━━━━━ MATERIAL FOR THE TASK ━━━━━

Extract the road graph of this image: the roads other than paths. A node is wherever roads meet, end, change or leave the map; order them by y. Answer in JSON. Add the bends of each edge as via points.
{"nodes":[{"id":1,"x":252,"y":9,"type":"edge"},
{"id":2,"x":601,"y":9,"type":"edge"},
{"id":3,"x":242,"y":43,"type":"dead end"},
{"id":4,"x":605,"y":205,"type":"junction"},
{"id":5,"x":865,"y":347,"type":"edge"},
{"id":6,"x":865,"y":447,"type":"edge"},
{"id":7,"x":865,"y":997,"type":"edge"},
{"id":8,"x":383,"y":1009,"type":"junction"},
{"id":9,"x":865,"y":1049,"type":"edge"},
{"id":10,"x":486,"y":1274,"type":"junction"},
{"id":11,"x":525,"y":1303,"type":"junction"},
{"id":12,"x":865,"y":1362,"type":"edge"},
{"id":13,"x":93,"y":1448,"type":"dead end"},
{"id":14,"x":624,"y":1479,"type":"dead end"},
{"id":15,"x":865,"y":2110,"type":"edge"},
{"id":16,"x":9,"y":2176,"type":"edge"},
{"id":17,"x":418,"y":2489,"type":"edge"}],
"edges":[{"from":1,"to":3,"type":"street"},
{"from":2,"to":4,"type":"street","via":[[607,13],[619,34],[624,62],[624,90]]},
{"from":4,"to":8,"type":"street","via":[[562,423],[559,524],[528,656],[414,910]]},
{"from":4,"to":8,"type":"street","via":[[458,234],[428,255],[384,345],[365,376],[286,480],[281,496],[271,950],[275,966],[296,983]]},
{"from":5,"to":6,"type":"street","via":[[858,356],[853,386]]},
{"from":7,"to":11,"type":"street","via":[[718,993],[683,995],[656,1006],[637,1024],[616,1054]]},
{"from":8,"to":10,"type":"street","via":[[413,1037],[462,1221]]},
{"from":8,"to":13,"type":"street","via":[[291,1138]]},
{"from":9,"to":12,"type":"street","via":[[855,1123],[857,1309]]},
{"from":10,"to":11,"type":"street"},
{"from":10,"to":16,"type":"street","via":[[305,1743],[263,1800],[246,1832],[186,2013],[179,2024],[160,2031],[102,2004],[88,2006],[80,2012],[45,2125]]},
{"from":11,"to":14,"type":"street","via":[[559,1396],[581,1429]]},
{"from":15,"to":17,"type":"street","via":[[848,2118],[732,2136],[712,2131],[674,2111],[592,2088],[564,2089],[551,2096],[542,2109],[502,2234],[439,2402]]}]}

━━━━━

● TASK TO CARRY OUT
The required answer is each line of the entries containing the string "dead".

● SOLUTION TO THIS TASK
{"id":3,"x":242,"y":43,"type":"dead end"},
{"id":13,"x":93,"y":1448,"type":"dead end"},
{"id":14,"x":624,"y":1479,"type":"dead end"},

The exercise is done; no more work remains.